Gustavus, Alaska is ideally situated on Icy Strait and serves as the gateway to Glacier Bay National Park. While the park draws over half a million visitors yearly, more than ninety percent arrive on a cruise ship and never set foot in the tiny town. There are two ways to reach the remote city: on a ferry that runs twice a week during the summer or by flying in. I’ve chosen the latter naturally as an AvGeek.
Two airlines are serving the town, Alaska Seaplanes, a Juneau, Alaska-based commuter airline that offers year-round service with up to six daily round trips in the summer, and Alaska Airlines offering one daily round trip between late May and September on an Essential Air Service (EAS) contract. Both airlines offer a single destination from the city of Juneau.
I opted for the Alaska Seaplanes flight into Gustavus due to the limited schedule that Alaska Offers and flew the Seattle-based airline out. Here’s my experience flying in and out of the remote town of Gustavus, Alaska.
You can book directly on the commuter airline’s website or via tour operators, but they won’t show up on search engines such as Google Flight.

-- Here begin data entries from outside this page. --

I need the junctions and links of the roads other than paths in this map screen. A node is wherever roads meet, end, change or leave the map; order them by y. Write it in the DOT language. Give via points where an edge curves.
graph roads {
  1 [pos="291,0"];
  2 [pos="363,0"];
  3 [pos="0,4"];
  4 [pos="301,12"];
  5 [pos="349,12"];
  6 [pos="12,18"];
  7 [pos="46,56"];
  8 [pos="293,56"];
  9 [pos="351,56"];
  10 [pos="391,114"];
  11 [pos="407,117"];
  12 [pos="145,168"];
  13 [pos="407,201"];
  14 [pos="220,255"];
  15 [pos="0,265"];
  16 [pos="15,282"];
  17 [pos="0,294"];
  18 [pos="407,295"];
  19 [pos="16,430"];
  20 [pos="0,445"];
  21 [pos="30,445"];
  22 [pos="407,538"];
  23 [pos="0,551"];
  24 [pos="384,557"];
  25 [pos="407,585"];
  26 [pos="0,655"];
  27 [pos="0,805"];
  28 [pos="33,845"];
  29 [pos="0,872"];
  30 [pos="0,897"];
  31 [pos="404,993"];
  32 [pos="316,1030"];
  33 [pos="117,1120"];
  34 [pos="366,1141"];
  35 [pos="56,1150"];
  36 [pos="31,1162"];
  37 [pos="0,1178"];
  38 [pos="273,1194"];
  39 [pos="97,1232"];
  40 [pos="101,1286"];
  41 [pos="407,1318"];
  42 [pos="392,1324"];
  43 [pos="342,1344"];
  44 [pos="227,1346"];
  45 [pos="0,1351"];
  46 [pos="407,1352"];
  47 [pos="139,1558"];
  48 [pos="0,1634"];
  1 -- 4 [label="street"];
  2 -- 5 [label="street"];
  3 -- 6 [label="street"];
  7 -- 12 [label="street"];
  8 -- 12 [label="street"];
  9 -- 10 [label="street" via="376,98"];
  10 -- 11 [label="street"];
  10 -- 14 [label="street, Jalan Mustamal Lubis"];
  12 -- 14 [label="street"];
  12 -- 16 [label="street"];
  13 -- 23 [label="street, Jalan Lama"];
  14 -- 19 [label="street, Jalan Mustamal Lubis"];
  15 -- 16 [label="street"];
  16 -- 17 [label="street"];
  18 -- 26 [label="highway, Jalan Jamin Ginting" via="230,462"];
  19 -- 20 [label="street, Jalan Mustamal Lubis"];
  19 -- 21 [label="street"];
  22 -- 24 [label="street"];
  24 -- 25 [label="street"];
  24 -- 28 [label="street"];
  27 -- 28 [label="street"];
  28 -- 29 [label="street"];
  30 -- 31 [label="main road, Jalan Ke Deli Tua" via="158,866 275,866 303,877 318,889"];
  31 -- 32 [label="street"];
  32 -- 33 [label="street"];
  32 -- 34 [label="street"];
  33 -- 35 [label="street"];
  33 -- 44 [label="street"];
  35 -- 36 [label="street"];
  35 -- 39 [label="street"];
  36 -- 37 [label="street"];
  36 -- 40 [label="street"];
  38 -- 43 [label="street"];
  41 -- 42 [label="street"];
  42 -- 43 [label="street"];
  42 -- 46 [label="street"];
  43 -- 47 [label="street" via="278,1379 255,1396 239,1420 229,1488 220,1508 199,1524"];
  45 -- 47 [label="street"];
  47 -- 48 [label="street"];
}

All commuter airlines’ check-in counters are in an individual hall away from the traditional airlines, since they do not use TSA security. There are several small waiting areas, and some of them offer great views of the ramp for pristine planespotting opportunities. If you arrive at the airport too early, you can even go out to see all the sightseeing helicopters buzzing in and out every twenty minutes.
As you will be flying on a Cessna 208 airplane, there’s no room for carry-ons, not even your backpack, so the agent will ask you to check everything. The flight comes with a 50lbs (23kg) check-in baggage allowance. The airline charges a fee for heavy single items over 50 lbs.

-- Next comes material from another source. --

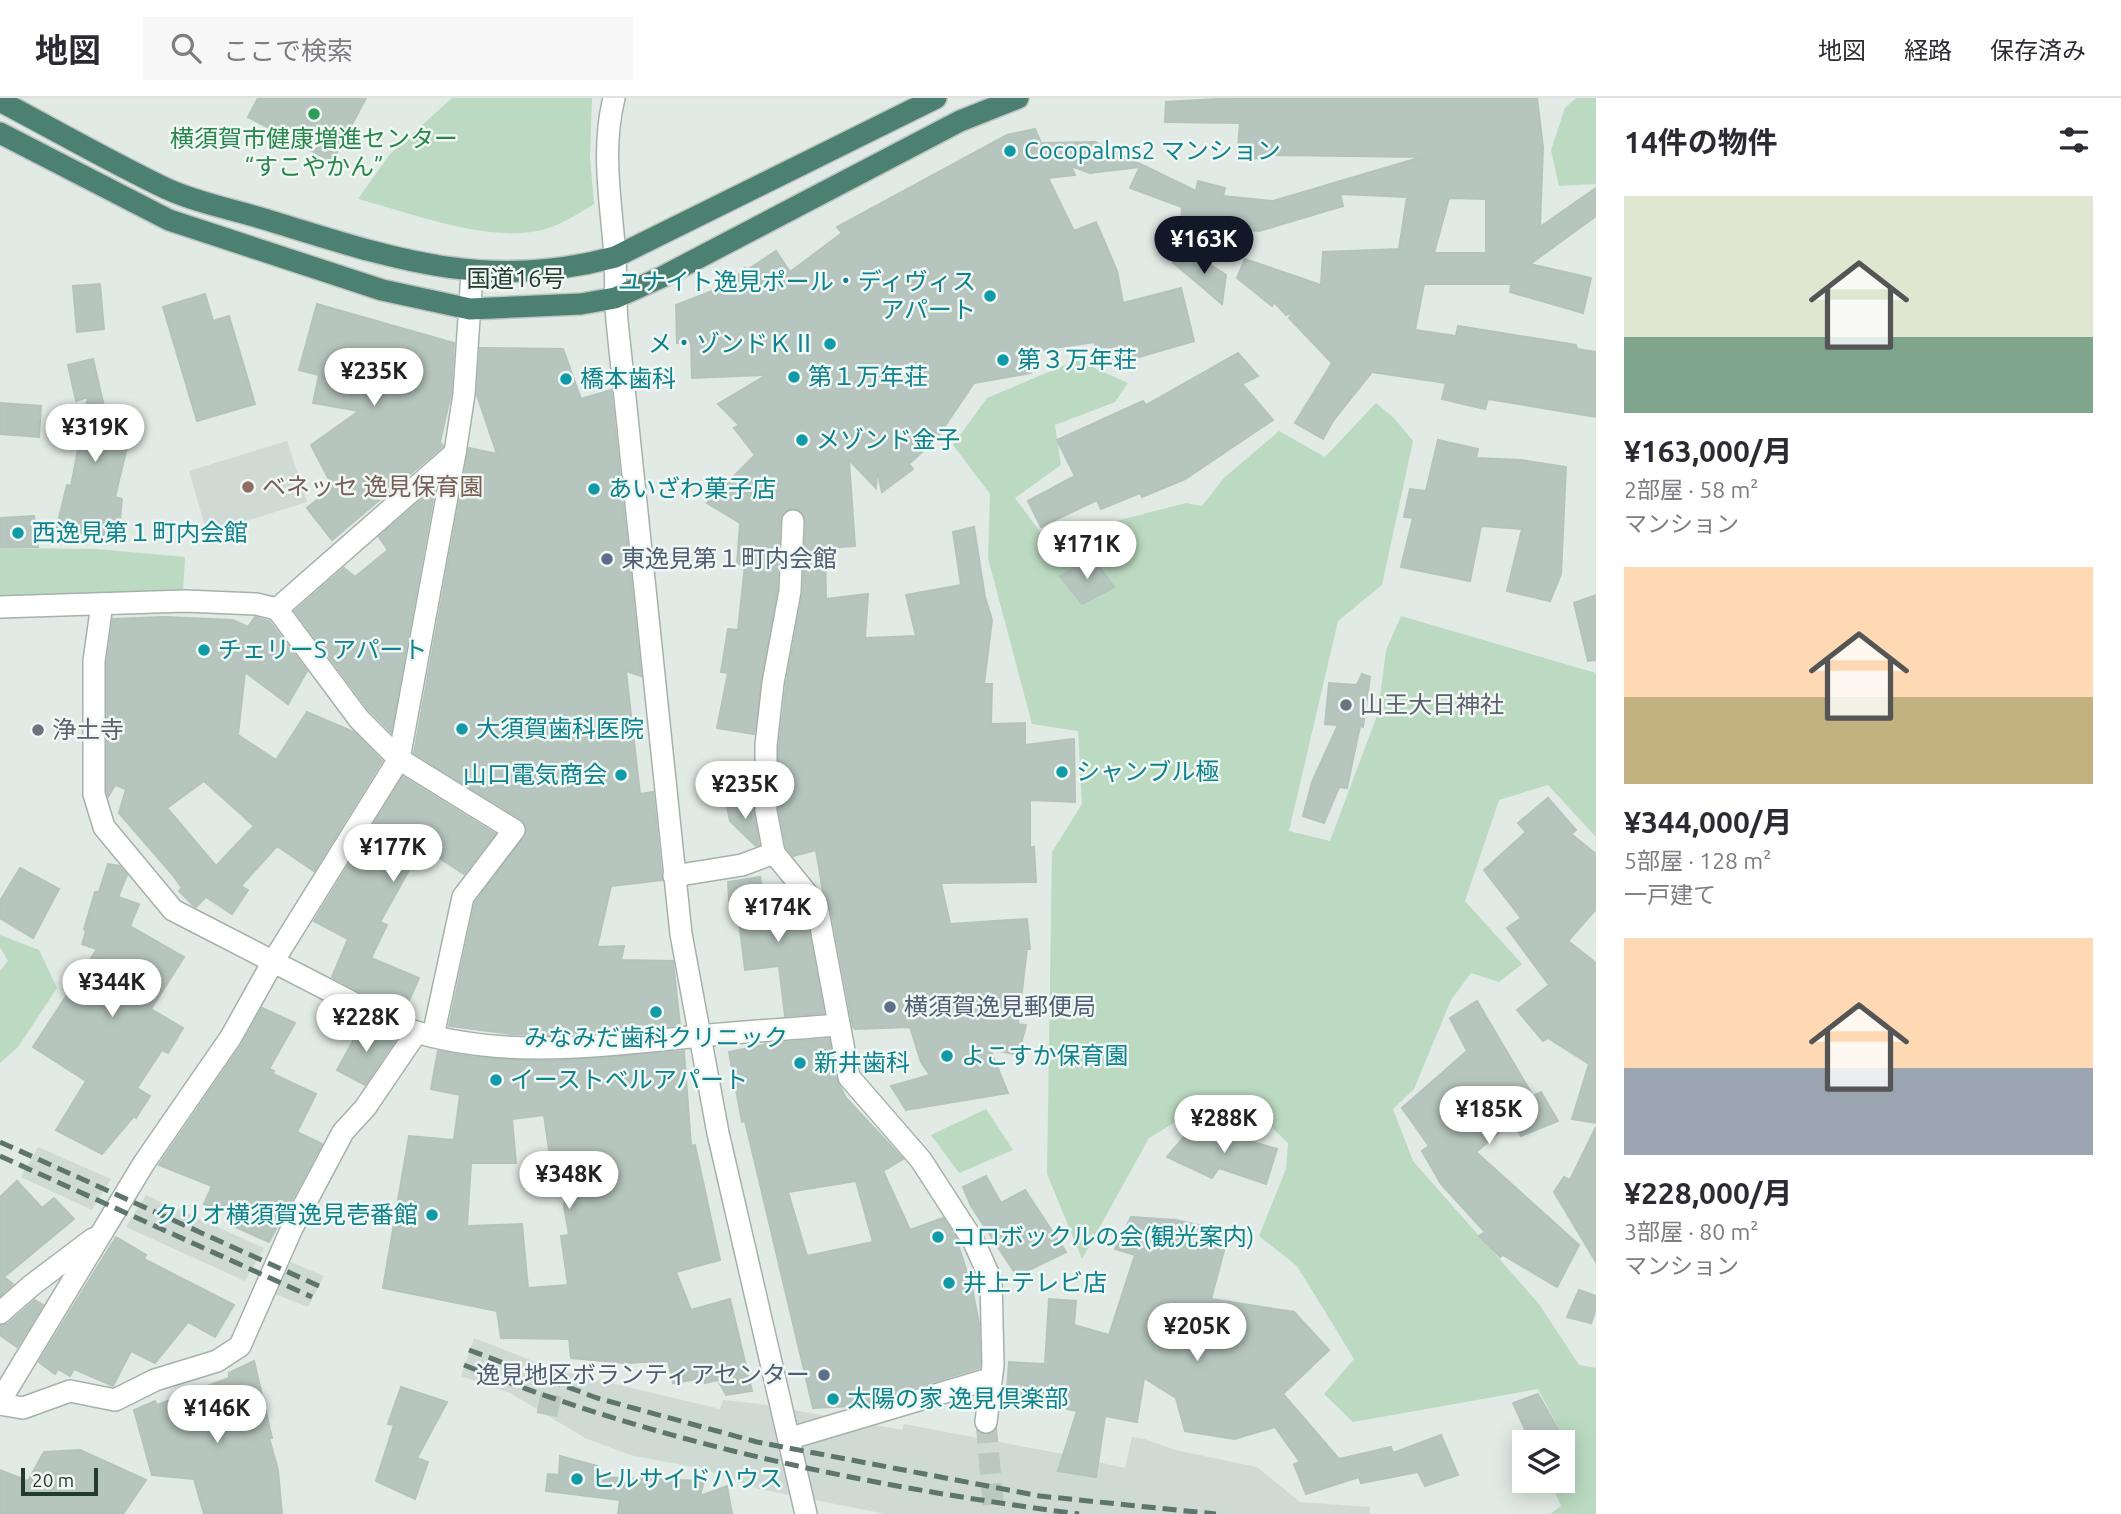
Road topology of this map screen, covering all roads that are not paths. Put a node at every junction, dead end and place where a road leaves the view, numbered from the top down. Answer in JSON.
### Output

However, since there’s no explicit limit on how many pieces are allowed, you can take out smaller things and check them individually. I checked in my 5-lb bear canister to avoid paying the overage fee.
The flight boards just a few minutes before its scheduled departure time, since only nine passengers are on it. The pilot will walk you through the ramp to the plane. The process is akin to any commuter flights you’d find in other parts of the world.
As we take off from the airport, you’ll realize the beauty of traveling in Alaska. Despite the gloomy weather, there are grand views of glaciers and glacier-carved valleys on one side of the plane and beautiful views of Auke Bay on the other. Since the prop plane flies much lower and slower than a jet airplane, passengers on my flight also got to spot a breaching whale from the aircraft.
The flight was 20 minutes long. While there were some bumpy sections, views from the Icy Straits certainly helped distract my attention.
The Juneau-based commuter liner runs its own terminal at Gustavus. Upon arrival, you’ll see the small check-in counter passengers use when they depart the town. One will find a small cafe and a local car-rental company along with the check-in counter. Since there is no cell service at the airport, the company even offers free wifi for its visitors. The terminal looked cozy and sweet, like a bed and breakfast.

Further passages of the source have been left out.